I wish I had asked more questions earlier about the different possible protocols, my doctor’s decisions, and how he was getting the risk numbers he was telling me about.
When I asked my doctor about agonist/antagonist protocols and risks, he told me 1) that I was on the antagonist protocol, and 2) that my risk of OHSS was “Mild = 100%. Moderate = 50%. Severe = 5%.”
This didn’t make sense to me with what I had read: didn’t the literature show an OHSS-free outcome from Lupron trigger?
Finally when I realized I was going to co-trigger with a small dose of hCG (which is the one with more OHSS risks) in addition to the Lupron, then I was able to get the numbers to line up.
Lesson 11: Minimize commute time to the clinic
You’ll be going to the clinic for frequent morning appointments (every day, or every other day), so reducing commute time to the clinic and then to work afterwards is a very important factor in the overall annoyance!

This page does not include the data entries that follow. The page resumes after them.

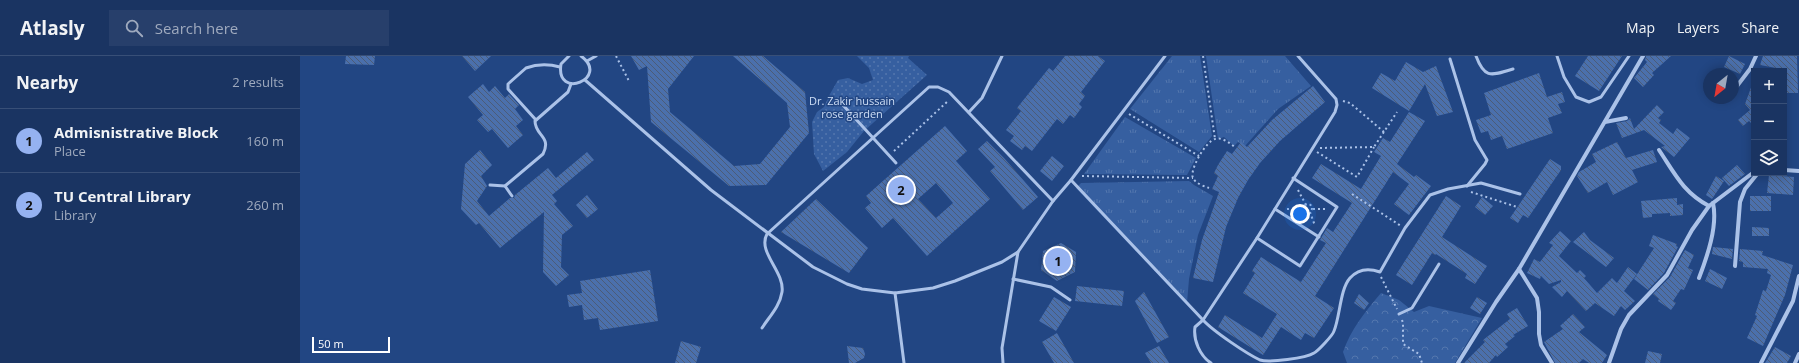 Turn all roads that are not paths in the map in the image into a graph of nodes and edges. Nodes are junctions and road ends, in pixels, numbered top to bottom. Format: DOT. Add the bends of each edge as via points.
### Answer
graph roads {
  1 [pos="569,56"];
  2 [pos="581,56"];
  3 [pos="596,56"];
  4 [pos="1002,56"];
  5 [pos="1165,56"];
  6 [pos="1298,56"];
  7 [pos="1476,56"];
  8 [pos="1557,56"];
  9 [pos="1629,56"];
  10 [pos="1643,56"];
  11 [pos="1756,56"];
  12 [pos="1450,59"];
  13 [pos="586,61"];
  14 [pos="560,67"];
  15 [pos="1513,69"];
  16 [pos="585,80"];
  17 [pos="1739,83"];
  18 [pos="571,84"];
  19 [pos="842,104"];
  20 [pos="969,112"];
  21 [pos="1626,118"];
  22 [pos="536,120"];
  23 [pos="1605,122"];
  24 [pos="873,138"];
  25 [pos="1659,150"];
  26 [pos="896,163"];
  27 [pos="1787,170"];
  28 [pos="1799,171"];
  29 [pos="1751,174"];
  30 [pos="1756,176"];
  31 [pos="1292,179"];
  32 [pos="1071,180"];
  33 [pos="490,185"];
  34 [pos="505,186"];
  35 [pos="1467,186"];
  36 [pos="1520,194"];
  37 [pos="512,196"];
  38 [pos="1053,201"];
  39 [pos="1713,203"];
  40 [pos="1709,206"];
  41 [pos="1275,209"];
  42 [pos="767,234"];
  43 [pos="1319,237"];
  44 [pos="1257,238"];
  45 [pos="1018,252"];
  46 [pos="1439,264"];
  47 [pos="1735,266"];
  48 [pos="1519,269"];
  49 [pos="1799,276"];
  50 [pos="1699,278"];
  51 [pos="1013,279"];
  52 [pos="896,293"];
  53 [pos="1070,300"];
  54 [pos="1399,314"];
  55 [pos="1203,320"];
  56 [pos="762,328"];
  57 [pos="1799,354"];
  58 [pos="904,363"];
  59 [pos="1003,363"];
  60 [pos="1210,363"];
  61 [pos="1458,363"];
  62 [pos="1552,363"];
  63 [pos="1609,363"];
  64 [pos="1761,363"];
  65 [pos="1795,363"];
  1 -- 14 [label="lane" via="563,60"];
  2 -- 13 [label="lane"];
  3 -- 13 [label="lane"];
  4 -- 20 [label="lane" via="987,90"];
  5 -- 32 [label="lane"];
  6 -- 31 [label="lane" via="1336,99 1338,105"];
  7 -- 15 [label="lane" via="1486,73 1494,74"];
  8 -- 9 [label="lane" via="1564,77 1576,97 1589,102 1601,97"];
  10 -- 23 [label="street"];
  11 -- 17 [label="street"];
  12 -- 35 [label="lane" via="1475,140 1487,160"];
  13 -- 16 [label="lane" via="589,72"];
  14 -- 18 [label="lane" via="563,79"];
  14 -- 22 [label="lane" via="549,64 530,66 508,84 508,89"];
  16 -- 18 [label="lane"];
  16 -- 42 [label="lane" via="674,160"];
  18 -- 22 [label="lane" via="568,92"];
  19 -- 24 [label="lane"];
  20 -- 24 [label="lane" via="950,92 938,87 929,87"];
  20 -- 38 [label="lane"];
  21 -- 23 [label="street"];
  22 -- 34 [label="lane" via="535,126 546,143 546,149"];
  23 -- 48 [label="street"];
  24 -- 26 [label="lane"];
  24 -- 42 [label="lane"];
  25 -- 40 [label="street" via="1684,188 1697,200"];
  27 -- 28 [label="street"];
  29 -- 39 [label="street"];
  30 -- 47 [label="street" via="1745,189 1740,202"];
  31 -- 41 [label="lane"];
  31 -- 43 [label="lane" via="1337,207"];
  32 -- 38 [label="lane"];
  32 -- 55 [label="lane"];
  33 -- 34 [label="lane"];
  34 -- 37 [label="lane"];
  35 -- 36 [label="lane" via="1481,183"];
  35 -- 55 [label="lane" via="1448,188 1430,195 1405,228 1380,272 1371,269 1361,270 1349,279 1340,302 1334,332 1314,354 1274,362 1261,360 1210,328"];
  38 -- 45 [label="lane"];
  39 -- 40 [label="street"];
  39 -- 50 [label="street" via="1715,212 1708,256"];
  40 -- 63 [label="street" via="1667,274 1629,315 1621,328"];
  41 -- 43 [label="lane"];
  41 -- 44 [label="lane"];
  42 -- 52 [label="lane" via="830,276 862,289"];
  42 -- 56 [label="lane" via="764,242 766,251 780,279 782,290 777,305"];
  43 -- 44 [label="lane" via="1300,266"];
  44 -- 55 [label="lane"];
  45 -- 51 [label="lane"];
  45 -- 52 [label="lane" via="1002,262 955,281 933,288"];
  46 -- 54 [label="lane" via="1412,308"];
  48 -- 61 [label="street"];
  48 -- 62 [label="street" via="1537,298 1541,345"];
  49 -- 64 [label="street" via="1793,301"];
  51 -- 53 [label="lane" via="1051,287"];
  51 -- 59 [label="lane" via="1002,348"];
  52 -- 58 [label="lane"];
  55 -- 60 [label="lane" via="1195,327 1194,334 1203,358"];
  57 -- 65 [label="street"];
}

Lesson 12: You can use COBRA for this if you might change jobs and lose fertility benefits
I started looking into using my Google fertility benefit as soon as I was even vaguely remotely considering leaving Google, but I didn’t finish the process before I left.
That’s OK! If you had fertility benefits with a previous employer, you’re allowed to stay on your old insurance using COBRA, even if you have a new insurance plan at your new employer, in the case where your old plan covers something (fertility!) that your new plan doesn’t.

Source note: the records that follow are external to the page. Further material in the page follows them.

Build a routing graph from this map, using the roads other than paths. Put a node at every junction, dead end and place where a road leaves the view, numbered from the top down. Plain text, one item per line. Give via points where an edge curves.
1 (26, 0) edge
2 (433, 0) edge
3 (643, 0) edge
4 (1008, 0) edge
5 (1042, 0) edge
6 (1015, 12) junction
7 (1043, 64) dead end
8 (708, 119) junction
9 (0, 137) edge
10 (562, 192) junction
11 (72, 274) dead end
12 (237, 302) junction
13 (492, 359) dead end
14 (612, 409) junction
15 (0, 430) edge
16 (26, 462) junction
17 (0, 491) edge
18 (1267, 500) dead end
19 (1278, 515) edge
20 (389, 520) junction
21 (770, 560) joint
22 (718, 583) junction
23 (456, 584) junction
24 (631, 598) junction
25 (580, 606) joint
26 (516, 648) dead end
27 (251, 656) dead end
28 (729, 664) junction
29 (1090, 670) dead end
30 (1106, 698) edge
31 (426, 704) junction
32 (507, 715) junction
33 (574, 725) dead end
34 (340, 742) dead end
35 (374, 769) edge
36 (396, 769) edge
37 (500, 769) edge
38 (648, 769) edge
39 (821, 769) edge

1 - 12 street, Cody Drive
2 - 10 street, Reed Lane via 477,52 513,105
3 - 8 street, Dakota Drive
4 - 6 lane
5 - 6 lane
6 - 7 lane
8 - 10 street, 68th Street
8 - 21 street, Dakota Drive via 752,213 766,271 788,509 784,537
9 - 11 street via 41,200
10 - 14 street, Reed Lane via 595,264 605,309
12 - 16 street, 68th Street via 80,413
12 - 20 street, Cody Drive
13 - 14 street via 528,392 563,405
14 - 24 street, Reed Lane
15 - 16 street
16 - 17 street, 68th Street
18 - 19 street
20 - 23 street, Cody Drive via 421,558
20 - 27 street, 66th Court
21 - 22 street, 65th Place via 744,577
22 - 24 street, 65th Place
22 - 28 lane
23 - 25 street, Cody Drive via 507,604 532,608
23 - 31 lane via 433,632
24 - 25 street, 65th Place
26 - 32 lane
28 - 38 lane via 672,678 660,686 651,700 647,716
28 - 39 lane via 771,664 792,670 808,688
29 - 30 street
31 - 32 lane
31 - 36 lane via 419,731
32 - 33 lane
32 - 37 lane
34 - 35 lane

Lesson 13: You can look up success rates
The Society for Assisted Reproductive Technology maintains statistics for established clinics. Newer clinics might not have statistics, but they’re usually still listed as SART members in good standing.
I didn’t use success rates in my decision process because I didn’t know about this website at the time. In retrospect I’m not sure how big a difference it would’ve made, except to confirm that the clinic had rates in the right ballpark. My uncertainty is because different clinics might be drawing from very different populations or have different entry criteria, so you can’t ascribe all the variation in success rates to their techniques and technology.

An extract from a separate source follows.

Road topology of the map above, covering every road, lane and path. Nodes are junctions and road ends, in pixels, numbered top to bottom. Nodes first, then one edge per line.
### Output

HK has a spreadsheet here comparing different clinics in SF, linked from HK’s writeup.
Lesson 14: Choose a time window when you can tolerate schedule disruption
Borrowing this directly from HK’s writeup: “I think it's worth being thoughtful about your timing and attentive to the calendar. Once you start a cycle, there are very frequent clinic visits, nightly injections, and surgery could fall anywhere in a ~5-day window, with a few-day recovery. I suggest doing this at a time when it's OK for you to not be at your best and when you don't have unmissable schedule obligations. If you are in a relationship, I suggest applying this to both you and your partner; [my partner] and I felt it was helpful for me to be present for the injections (which are stressful, especially the trigger shot due to the novel mechanics and precise timing), and you'll need to be driven home and accompanied after surgery.”
As a note on being driven home: You also have the option of using a medical pickup service like https://www.silverride.com/medical-pickups/, but you cannot just schedule an Uber. They will not release you from the hospital unless you have a friend or a medical pickup service to pick you up.













This is interesting and has some crossover with lessons for getting pregnant via donor sperm. Two that come to mind:
1. Fertility testing is expensive compared to having sex (free) but cheap compared with one vial of sperm from a sperm bank ($1k). Might as well get a hysterosalpingogram before you get started to make sure your uterus is good to go.
2. Living close to the sperm bank makes it way easier. The sperm vial is tiny, but it comes in a tank of liquid nitrogen that you can strap into the passenger seat of your car. It's heavy, and you have to return it, too. You can save hundreds of dollars on shipping each try by doing the pickup/return yourself.
Also the "no strenuous activity" point applies, but more as a stress thing. Your body's hormonal profile is super important to the whole project.